I've spent decades trying to put the latter in charge of the former, and to help my children do the same for themselves. If I could turn a dial and set the will to only want the good in them or me, I would - what many Christians derogatorily refer to as being a robot. Such a person would be happy, making that the gift, not free will. A god that wanted the to be good and happy would have given us that gift, not the freedom to act on destructive urges.

Dogs can be happy, but they don't have free will and self-awareness, and thus the ability to put themselves in the paws of another and still chose to harm them, or not.

So, we do the next best thing and try to condition ourselves and our children to want to conform to a narrow set of desires. It's the closest that we can come to making them good, happy, "robots."

Setting the dial makes their moral choices for them.
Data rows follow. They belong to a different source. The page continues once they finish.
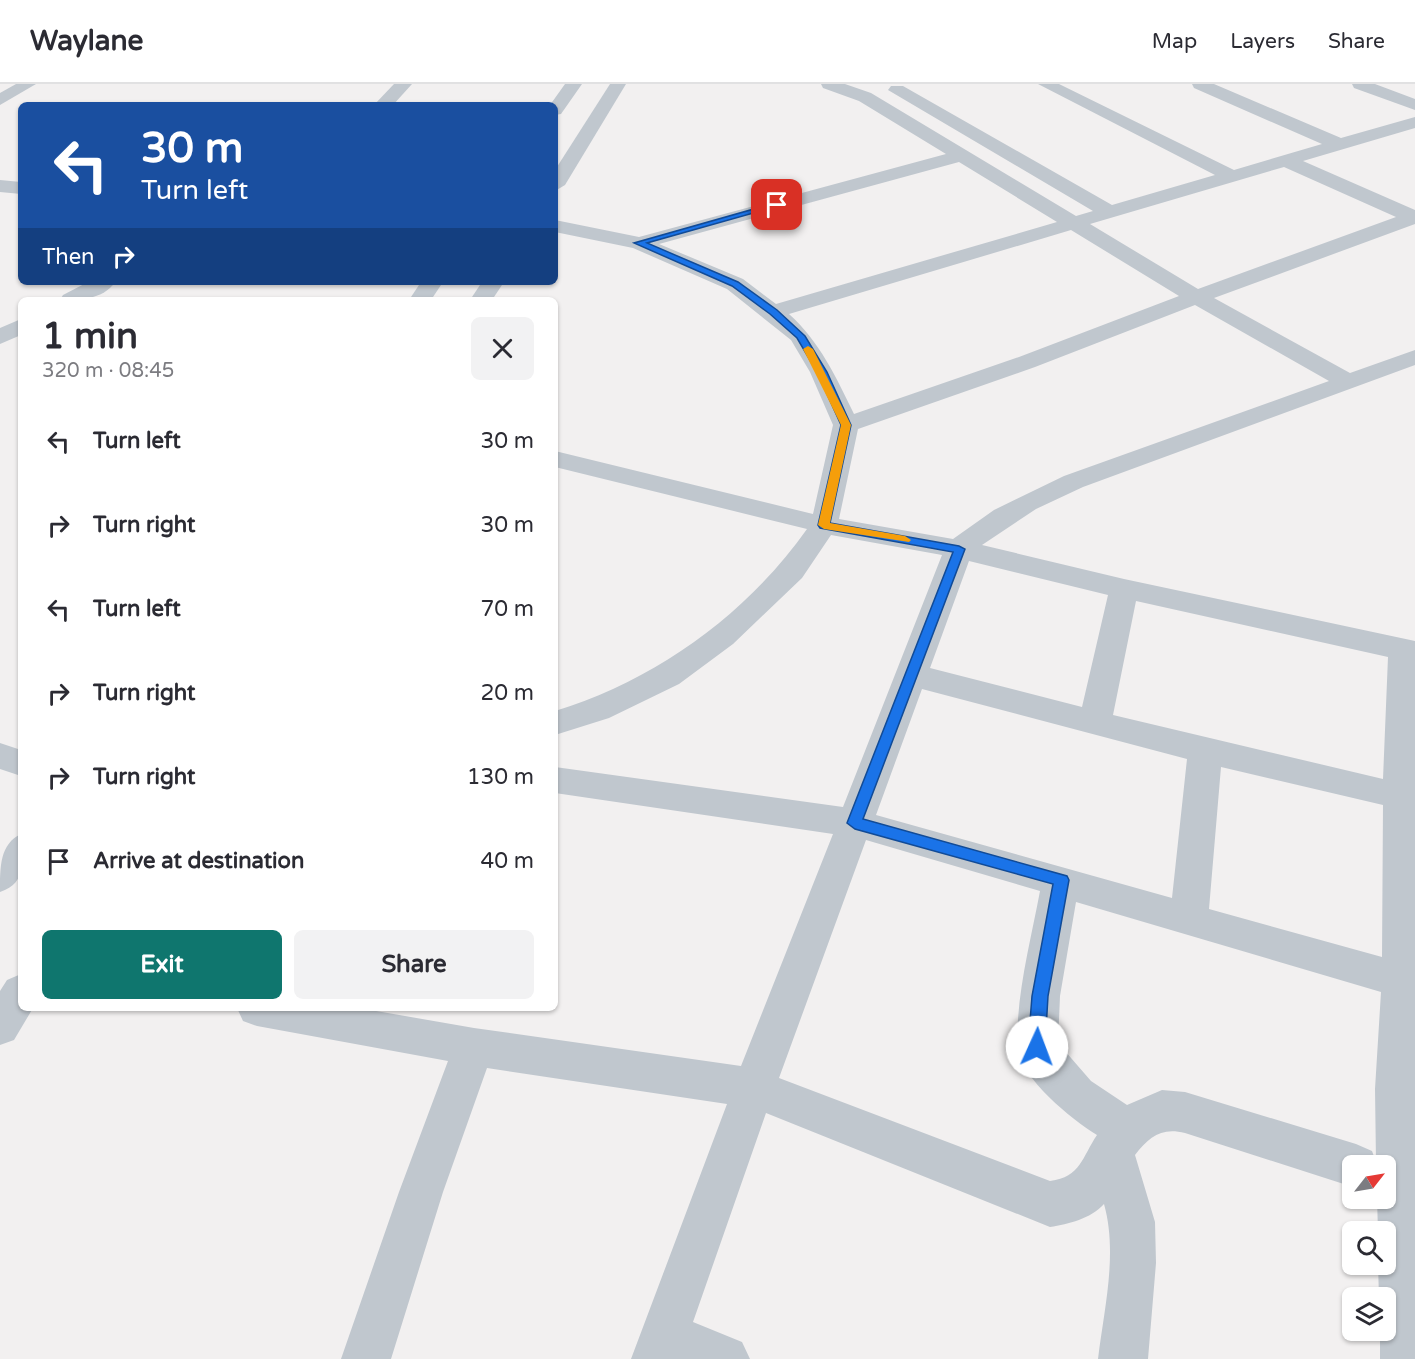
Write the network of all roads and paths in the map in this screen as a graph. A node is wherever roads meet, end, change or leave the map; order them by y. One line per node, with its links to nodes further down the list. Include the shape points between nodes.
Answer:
1 (28, 84): 12 (street)
2 (404, 84): 13 (street)
3 (574, 84): 15 (street)
4 (618, 84): 21 (street)
5 (829, 84): 11 (street)
6 (926, 84): 10 (street)
7 (1046, 84): 24 (street)
8 (1200, 84): 19 (street)
9 (1360, 84): 14 (street)
10 (897, 90): 11 (street); 28 (street)
11 (865, 97): 22 (street)
12 (0, 100)
13 (385, 102)
14 (1415, 105)
15 (558, 106)
16 (0, 108): 17 (street)
17 (18, 109)
18 (1415, 122): 19 (street)
19 (1339, 144): 23 (street)
20 (558, 147): 21 (street)
21 (578, 148): 25 (street)
22 (963, 155): 30 (street); 32 (street)
23 (1285, 160): 24 (street); 29 (street)
24 (1232, 176): 28 (street)
25 (558, 180)
26 (0, 186): 27 (street)
27 (18, 188)
28 (1109, 212): 30 (street)
29 (1414, 217): 35 (street)
30 (1070, 222): 35 (street); 36 (street)
31 (558, 227): 32 (street)
32 (639, 243): 36 (street, via 735,284)
33 (98, 285): 34 (street)
34 (76, 297)
35 (1196, 297): 42 (street); 43 (street)
36 (773, 312): 43 (street, via 800,336 822,372)
37 (18, 328): 38 (street)
38 (0, 337)
39 (0, 343): 40 (street)
40 (18, 348)
41 (1415, 357): 42 (street)
42 (1350, 383): 46 (street, via 1049,489 997,520)
43 (846, 425): 45 (street)
44 (558, 460): 45 (street)
45 (824, 525): 46 (street); 50 (street, via 792,571 722,638 668,676 597,710)
46 (959, 549): 47 (street); 49 (street)
47 (1124, 589): 48 (street); 51 (street)
48 (1409, 650): 56 (street)
49 (913, 675): 51 (street); 57 (street)
50 (558, 722)
51 (1095, 722): 52 (street)
52 (1205, 751): 56 (street); 61 (street)
53 (0, 756): 54 (street)
54 (18, 762)
55 (558, 780): 57 (street)
56 (1400, 796): 62 (street)
57 (855, 823): 60 (street); 67 (street)
58 (18, 853): 59 (street)
59 (0, 877)
60 (1062, 880): 61 (street); 68 (street, via 1040,996 1037,1047 1054,1072 1103,1117)
61 (1189, 917): 62 (street)
62 (1409, 982): 69 (street, via 1396,1089)
63 (18, 997): 65 (street)
64 (274, 1011): 66 (street)
65 (0, 1027)
66 (474, 1047): 67 (street); 73 (street)
67 (754, 1088): 68 (street, via 1050,1204 1068,1204 1083,1197); 72 (street)
68 (1119, 1139): 70 (street, via 1162,1110); 75 (street, via 1132,1222)
69 (1394, 1155)
70 (1342, 1162)
71 (1395, 1209): 76 (street)
72 (661, 1347): 74 (street)
73 (366, 1359)
74 (725, 1359)
75 (1123, 1359)
76 (1405, 1359)

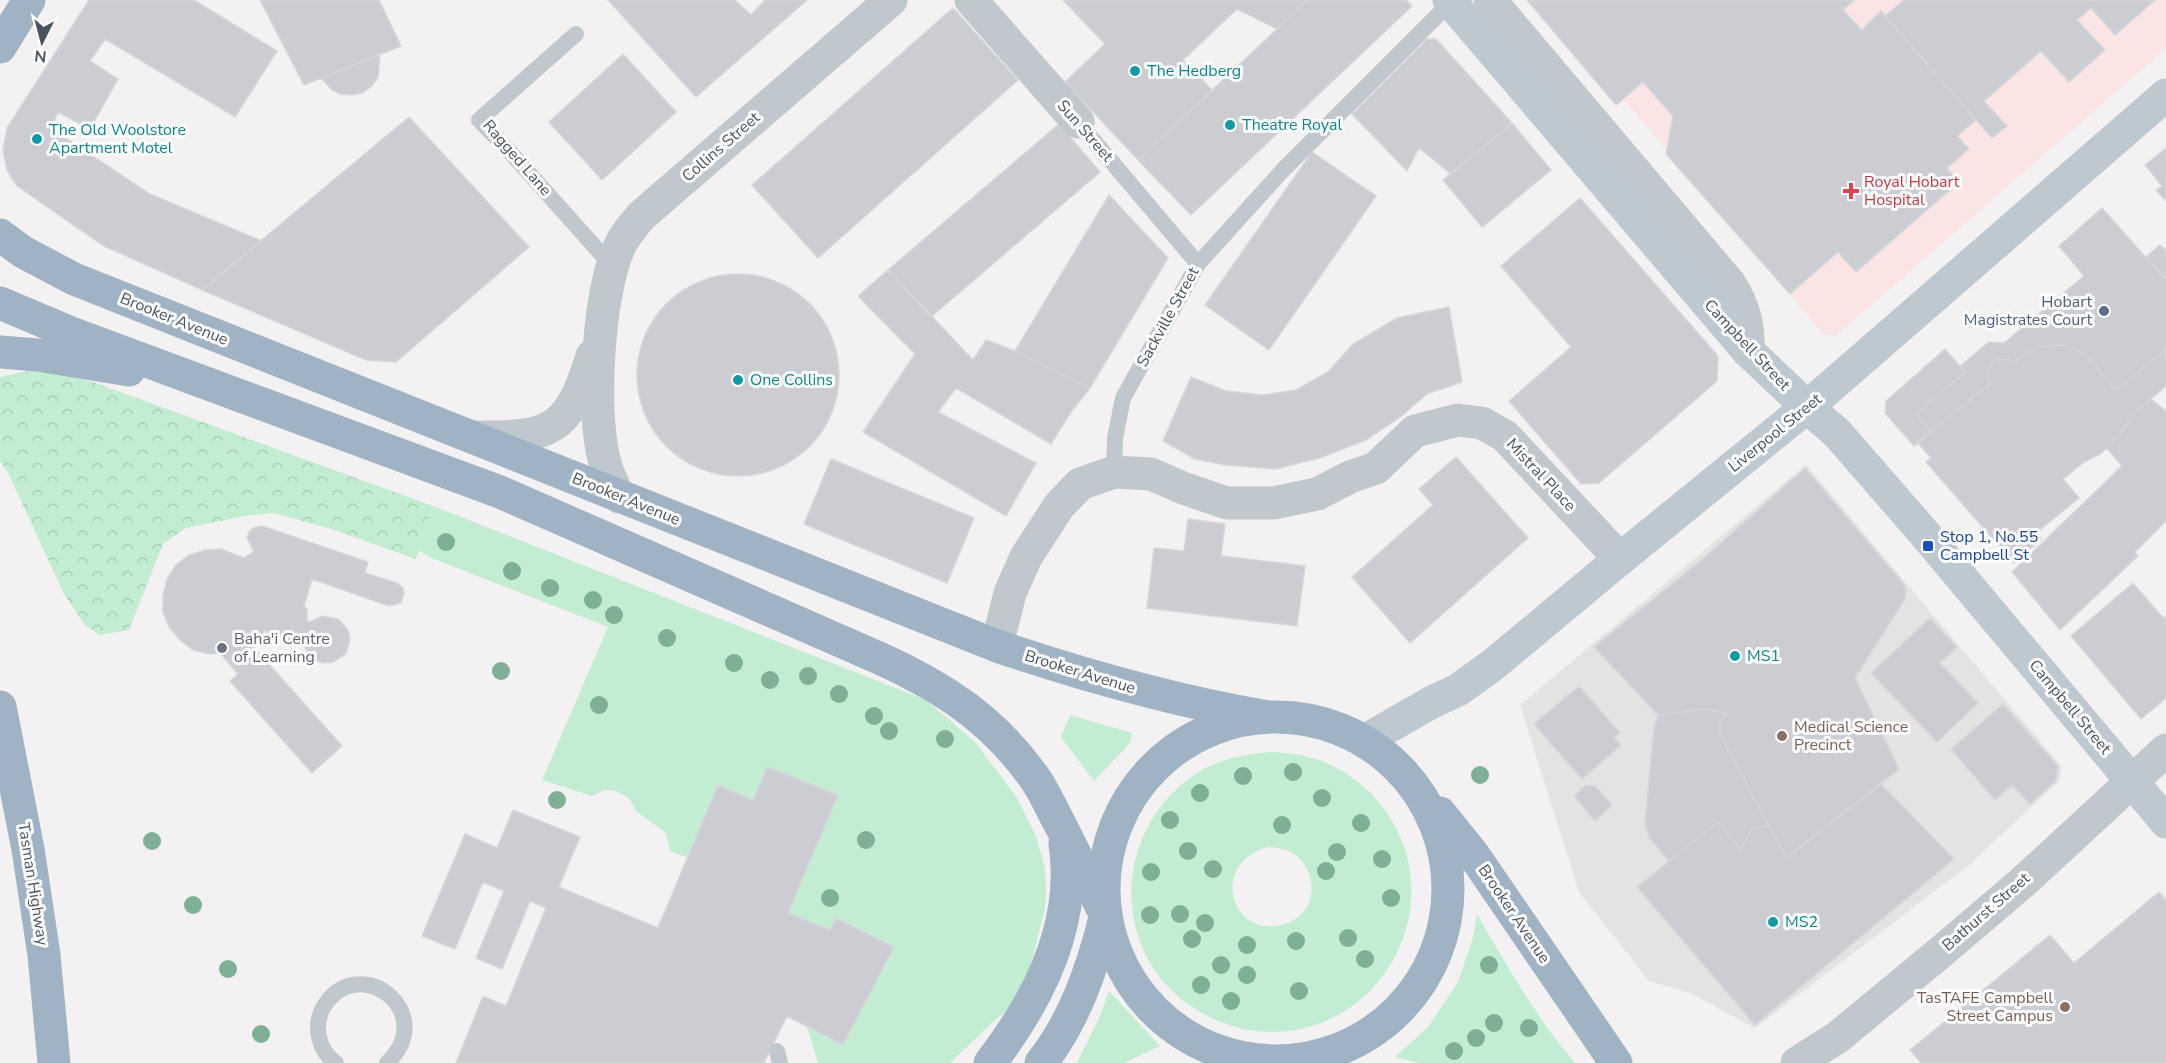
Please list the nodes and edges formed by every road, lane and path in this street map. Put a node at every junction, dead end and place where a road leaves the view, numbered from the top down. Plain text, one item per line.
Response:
1 (29, 0) edge
2 (891, 0) edge
3 (970, 0) edge
4 (1490, 0) edge
5 (1450, 1) edge
6 (576, 34) dead end
7 (0, 47) edge
8 (2166, 95) edge
9 (1078, 122) joint
10 (0, 235) edge
11 (1198, 264) junction
12 (612, 266) junction
13 (0, 303) edge
14 (601, 326) junction
15 (1748, 351) junction
16 (0, 352) edge
17 (211, 385) junction
18 (1807, 407) junction
19 (473, 437) junction
20 (1114, 472) junction
21 (619, 497) junction
22 (1620, 558) junction
23 (997, 646) junction
24 (0, 707) edge
25 (1268, 717) junction
26 (1364, 741) junction
27 (2166, 750) edge
28 (1403, 772) junction
29 (2132, 780) junction
30 (2166, 822) edge
31 (1059, 824) junction
32 (1105, 915) junction
33 (1857, 1020) junction
34 (1267, 1062) edge
35 (54, 1063) edge
36 (336, 1063) edge
37 (387, 1063) edge
38 (990, 1063) edge
39 (1041, 1063) edge
40 (1616, 1063) edge
41 (1797, 1063) edge
42 (1815, 1063) edge

1 - 7 highway
2 - 12 street, Collins Street
3 - 9 street, Sun Street
4 - 15 street
5 - 11 lane, Sackville Street
5 - 15 main road, Campbell Street
6 - 12 lane, Ragged Lane
8 - 18 main road, Liverpool Street
9 - 11 lane, Sun Street
10 - 19 highway, Brooker Avenue
11 - 20 lane, Sackville Street
12 - 14 street, Collins Street
13 - 17 highway
14 - 19 street, Collins Street
14 - 21 street, Collins Street
15 - 18 main road, Campbell Street
16 - 17 highway
17 - 31 highway
18 - 22 main road, Liverpool Street
18 - 29 main road, Campbell Street
19 - 21 highway, Brooker Avenue
20 - 22 street, Mistral Place
20 - 23 street
21 - 23 highway, Brooker Avenue
22 - 26 main road, Liverpool Street
23 - 25 highway, Brooker Avenue
24 - 35 highway, Tasman Highway
25 - 26 highway
25 - 32 highway
26 - 28 highway
27 - 29 street, Bathurst Street
28 - 34 highway
28 - 40 highway, Brooker Avenue
29 - 30 main road, Campbell Street
29 - 33 street, Bathurst Street
31 - 32 highway
31 - 38 highway
32 - 34 highway
32 - 39 highway
33 - 41 street, Bathurst Street
33 - 42 street
36 - 37 lane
You wouldn't, not in the Christian sense of retributive justice, which says that bad behavior should lead to suffering, which, with the doctrine of free will, is said to justify eternal torture for unwashed sin.

Again, under Christianity, there is no free will. And eternal damnation is the vision of some power mongers looking to quench an unquenchable sadistic thirst. In reality, there's no need for anything but a fulfilling reward in the Hereafter, or oblivion. Why would God and the heavenly host want to listen to or know about all that suffering for eternity/

A more enlightened approach says that such people should be removed from the streets if they are a danger, should lose their freedom as a disincentive to not repeat the crime and to others to not commit it in the first place, and where possible, rehabilitation. The ideas of responsibility and retribution don't enter in it - just minimizing crime and maximizing public safety.